** INFORMATION GIVEN follows **

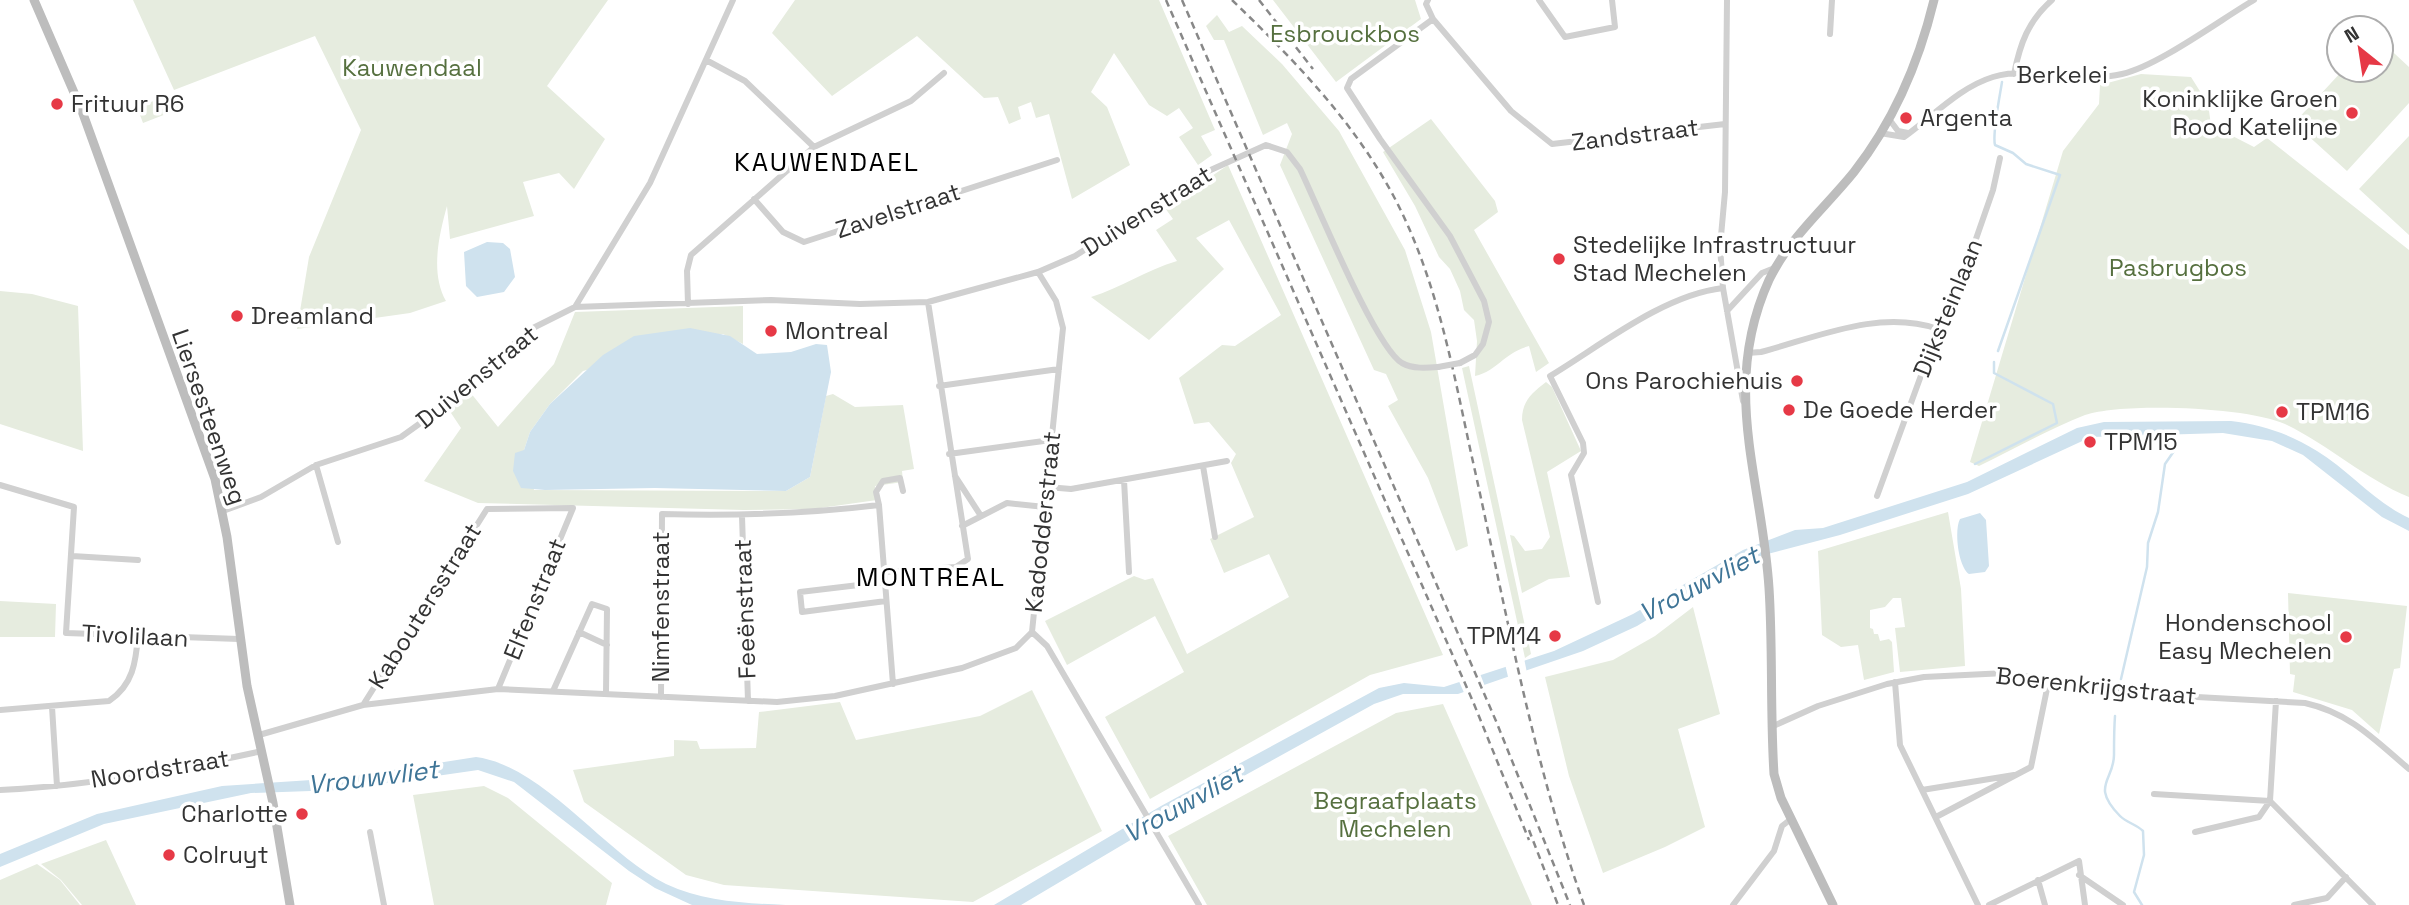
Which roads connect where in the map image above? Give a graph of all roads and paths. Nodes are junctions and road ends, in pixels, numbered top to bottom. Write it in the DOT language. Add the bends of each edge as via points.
graph roads {
  1 [pos="34,0"];
  2 [pos="733,0"];
  3 [pos="1419,0"];
  4 [pos="1539,0"];
  5 [pos="1612,0"];
  6 [pos="1727,0"];
  7 [pos="1832,0"];
  8 [pos="1934,0"];
  9 [pos="2052,0"];
  10 [pos="2253,0"];
  11 [pos="1427,2"];
  12 [pos="1433,19"];
  13 [pos="1830,33"];
  14 [pos="706,60"];
  15 [pos="944,73"];
  16 [pos="2014,74"];
  17 [pos="1889,119"];
  18 [pos="1726,124"];
  19 [pos="1910,132"];
  20 [pos="1880,133"];
  21 [pos="814,147"];
  22 [pos="2000,158"];
  23 [pos="1057,160"];
  24 [pos="754,199"];
  25 [pos="1777,267"];
  26 [pos="1038,272"];
  27 [pos="1723,288"];
  28 [pos="928,302"];
  29 [pos="688,304"];
  30 [pos="575,307"];
  31 [pos="1727,311"];
  32 [pos="1938,329"];
  33 [pos="1747,352"];
  34 [pos="1059,369"];
  35 [pos="939,386"];
  36 [pos="1744,403"];
  37 [pos="1051,440"];
  38 [pos="949,454"];
  39 [pos="1227,461"];
  40 [pos="316,465"];
  41 [pos="1203,466"];
  42 [pos="953,474"];
  43 [pos="1124,480"];
  44 [pos="0,485"];
  45 [pos="1047,487"];
  46 [pos="903,491"];
  47 [pos="1877,496"];
  48 [pos="878,505"];
  49 [pos="1045,507"];
  50 [pos="573,508"];
  51 [pos="223,511"];
  52 [pos="742,516"];
  53 [pos="981,516"];
  54 [pos="962,526"];
  55 [pos="1215,537"];
  56 [pos="338,542"];
  57 [pos="72,556"];
  58 [pos="138,559"];
  59 [pos="883,572"];
  60 [pos="1129,572"];
  61 [pos="884,582"];
  62 [pos="886,601"];
  63 [pos="1598,602"];
  64 [pos="579,632"];
  65 [pos="1032,632"];
  66 [pos="138,635"];
  67 [pos="239,639"];
  68 [pos="607,645"];
  69 [pos="2049,679"];
  70 [pos="1895,682"];
  71 [pos="892,684"];
  72 [pos="498,689"];
  73 [pos="553,691"];
  74 [pos="607,692"];
  75 [pos="661,696"];
  76 [pos="748,701"];
  77 [pos="2276,701"];
  78 [pos="363,705"];
  79 [pos="52,707"];
  80 [pos="0,710"];
  81 [pos="1771,727"];
  82 [pos="259,735"];
  83 [pos="262,751"];
  84 [pos="2409,769"];
  85 [pos="2019,774"];
  86 [pos="57,786"];
  87 [pos="0,790"];
  88 [pos="1922,790"];
  89 [pos="2154,794"];
  90 [pos="2270,801"];
  91 [pos="1936,817"];
  92 [pos="1791,819"];
  93 [pos="370,832"];
  94 [pos="2195,832"];
  95 [pos="2079,875"];
  96 [pos="2346,877"];
  97 [pos="2038,880"];
  98 [pos="2329,901"];
  99 [pos="1993,904"];
  100 [pos="290,905"];
  101 [pos="384,905"];
  102 [pos="1199,905"];
  103 [pos="1734,905"];
  104 [pos="1833,905"];
  105 [pos="1978,905"];
  106 [pos="2045,905"];
  107 [pos="2085,905"];
  108 [pos="2123,905"];
  109 [pos="2294,905"];
  110 [pos="2373,905"];
  1 -- 51 [label="main road, Liersesteenweg" via="82,111 209,459"];
  2 -- 14 [label="street"];
  3 -- 11 [label="street"];
  4 -- 5 [label="street" via="1565,37 1615,27"];
  6 -- 18 [label="street"];
  7 -- 13 [label="street"];
  8 -- 17 [label="main road" via="1911,76"];
  9 -- 16 [label="street" via="2028,26"];
  10 -- 16 [label="street, Berkelei" via="2142,68 2121,75"];
  11 -- 12 [label="street, Zandstraat"];
  12 -- 18 [label="street, Zandstraat" via="1511,111 1552,144"];
  12 -- 26 [label="street, Duivenstraat, bridge" via="1351,79 1347,88 1450,236 1484,301 1489,322 1475,355 1438,367 1408,366 1394,357 1300,169 1287,152 1272,145 1253,149 1204,173 1075,256"];
  14 -- 21 [label="street" via="745,81"];
  14 -- 30 [label="street" via="650,183"];
  15 -- 21 [label="street" via="911,101"];
  16 -- 19 [label="street, Berkelei" via="1970,88"];
  17 -- 19 [label="street" via="1899,131"];
  17 -- 20 [label="main road"];
  18 -- 27 [label="street, Zandstraat" via="1720,247"];
  19 -- 20 [label="street" via="1904,137"];
  20 -- 25 [label="main road"];
  21 -- 24 [label="street"];
  22 -- 32 [label="street, Dijksteinlaan" via="1944,331"];
  23 -- 24 [label="street, Zavelstraat" via="804,242 783,232"];
  24 -- 29 [label="street" via="691,255"];
  25 -- 31 [label="street" via="1762,273"];
  25 -- 33 [label="main road" via="1760,302"];
  26 -- 28 [label="street, Duivenstraat"];
  26 -- 34 [label="street, Kadodderstraat" via="1056,301 1063,328"];
  27 -- 31 [label="street, Zandstraat"];
  27 -- 63 [label="street" via="1672,302 1550,376 1583,443 1584,453 1571,475"];
  28 -- 29 [label="street, Duivenstraat"];
  28 -- 35 [label="street"];
  29 -- 30 [label="street, Duivenstraat"];
  30 -- 40 [label="street, Duivenstraat" via="531,329 401,437"];
  31 -- 36 [label="street, Zandstraat"];
  32 -- 33 [label="street" via="1915,321 1880,322"];
  32 -- 47 [label="street, Dijksteinlaan"];
  33 -- 36 [label="main road"];
  34 -- 35 [label="street"];
  34 -- 37 [label="street, Kadodderstraat"];
  35 -- 38 [label="street"];
  36 -- 81 [label="main road" via="1766,564"];
  37 -- 38 [label="street"];
  37 -- 45 [label="street, Kadodderstraat"];
  38 -- 42 [label="street"];
  39 -- 41 [label="street"];
  40 -- 51 [label="street, Duivenstraat" via="261,497"];
  40 -- 56 [label="street"];
  41 -- 43 [label="street"];
  41 -- 55 [label="street"];
  42 -- 53 [label="street"];
  42 -- 54 [label="street"];
  43 -- 45 [label="street" via="1071,489"];
  43 -- 60 [label="street"];
  44 -- 57 [label="street, Tivolilaan" via="74,507"];
  45 -- 49 [label="street, Kadodderstraat"];
  46 -- 48 [label="street" via="899,474 878,485"];
  48 -- 52 [label="street"];
  48 -- 59 [label="street"];
  49 -- 53 [label="street" via="1007,503"];
  49 -- 65 [label="street, Kadodderstraat"];
  50 -- 72 [label="street, Elfenstraat"];
  50 -- 78 [label="street, Kaboutersstraat" via="487,509"];
  51 -- 67 [label="main road, Liersesteenweg"];
  52 -- 75 [label="street, Nimfenstraat" via="662,514"];
  52 -- 76 [label="street, Feeënstraat"];
  53 -- 54 [label="street"];
  54 -- 59 [label="street" via="968,554 962,565"];
  57 -- 58 [label="street"];
  57 -- 66 [label="street, Tivolilaan" via="66,633"];
  59 -- 61 [label="street"];
  61 -- 62 [label="street"];
  61 -- 62 [label="street" via="800,592 802,612"];
  62 -- 71 [label="street"];
  64 -- 68 [label="street"];
  64 -- 68 [label="street" via="592,604 607,609"];
  64 -- 73 [label="street"];
  65 -- 71 [label="street, Kadodderstraat" via="1004,653 931,677"];
  65 -- 102 [label="street" via="1047,646"];
  66 -- 67 [label="street, Tivolilaan"];
  66 -- 79 [label="street" via="135,668 115,697 102,704"];
  67 -- 82 [label="main road, Liersesteenweg"];
  68 -- 74 [label="street"];
  69 -- 70 [label="street, Boerenkrijgstraat" via="2006,673"];
  69 -- 77 [label="street, Boerenkrijgstraat" via="2124,693"];
  69 -- 85 [label="street" via="2034,762"];
  70 -- 81 [label="street, Boerenkrijgstraat" via="1818,706"];
  70 -- 88 [label="street" via="1900,745"];
  71 -- 76 [label="street, Kadodderstraat" via="835,696"];
  72 -- 73 [label="street, Kadodderstraat"];
  72 -- 78 [label="street, Kadodderstraat"];
  73 -- 74 [label="street, Kadodderstraat"];
  74 -- 75 [label="street, Kadodderstraat"];
  75 -- 76 [label="street, Kadodderstraat"];
  77 -- 84 [label="street, Boerenkrijgstraat" via="2332,709"];
  77 -- 90 [label="street"];
  78 -- 82 [label="street, Kadodderstraat"];
  79 -- 80 [label="street"];
  79 -- 86 [label="street, Noordstraat"];
  81 -- 92 [label="main road" via="1774,774"];
  82 -- 83 [label="main road, Liersesteenweg"];
  83 -- 86 [label="street, Noordstraat" via="201,765"];
  83 -- 100 [label="main road, Liersesteenweg"];
  85 -- 88 [label="street"];
  85 -- 91 [label="street"];
  86 -- 87 [label="street, Noordstraat"];
  88 -- 91 [label="street"];
  89 -- 90 [label="street"];
  90 -- 94 [label="street" via="2259,817"];
  90 -- 96 [label="street"];
  91 -- 105 [label="street"];
  92 -- 103 [label="street" via="1782,826 1774,851"];
  92 -- 104 [label="main road"];
  93 -- 101 [label="street"];
  95 -- 97 [label="street" via="2079,861"];
  95 -- 107 [label="street"];
  95 -- 108 [label="street"];
  96 -- 98 [label="street"];
  96 -- 110 [label="street"];
  97 -- 99 [label="street"];
  97 -- 106 [label="street"];
  98 -- 109 [label="street"];
}
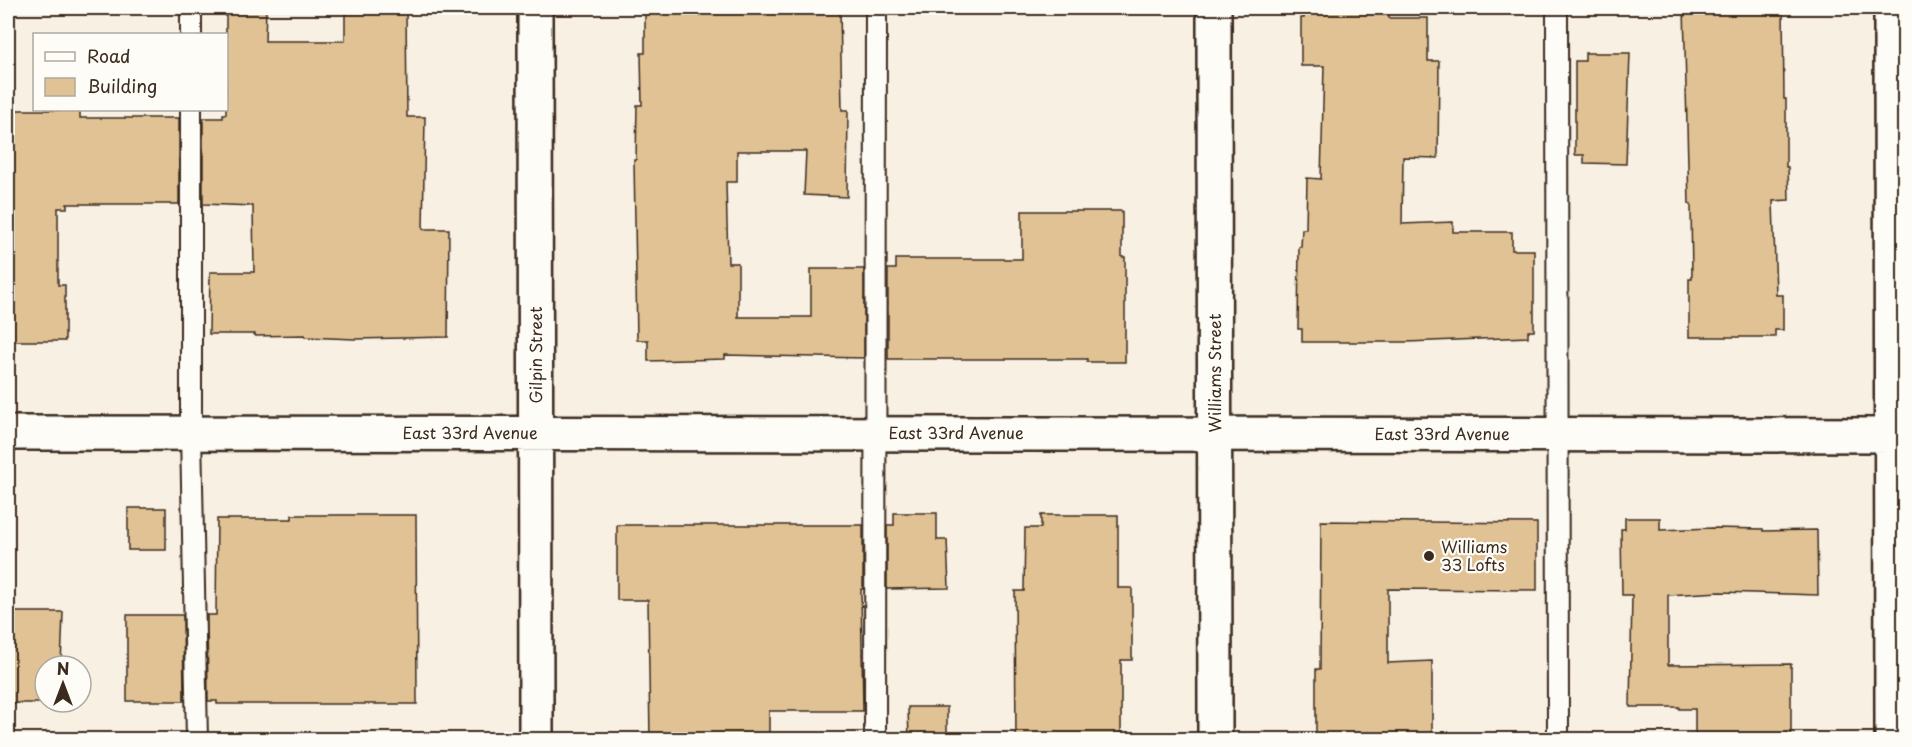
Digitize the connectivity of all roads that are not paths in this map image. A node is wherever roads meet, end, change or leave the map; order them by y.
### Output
1 (191, 8) edge
2 (535, 8) edge
3 (876, 8) edge
4 (1214, 8) edge
5 (1557, 8) edge
6 (1891, 8) edge
7 (191, 33) edge
8 (191, 111) edge
9 (8, 433) edge
10 (191, 433) junction
11 (537, 434) junction
12 (876, 434) junction
13 (1215, 434) junction
14 (1558, 434) junction
15 (1898, 435) edge
16 (197, 740) edge
17 (536, 740) edge
18 (875, 740) edge
19 (1215, 740) edge
20 (1558, 740) edge
21 (1892, 740) edge

1 - 7 lane
2 - 11 street, Gilpin Street
3 - 12 lane
4 - 13 street, Williams Street
5 - 14 lane
6 - 15 street
8 - 10 lane
9 - 10 street, East 33rd Avenue
10 - 11 street, East 33rd Avenue
10 - 16 lane
11 - 12 street, East 33rd Avenue
11 - 17 street, Gilpin Street
12 - 13 street, East 33rd Avenue
12 - 18 lane
13 - 14 street, East 33rd Avenue
13 - 19 street, Williams Street
14 - 15 street, East 33rd Avenue
14 - 20 lane
15 - 21 street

** End of INFORMATION GIVEN **

> [PROBLEM DESCRIPTION]
From the records, determine the number of lines holding the word "Gilpin", and state that number only.

> [REPLY]
2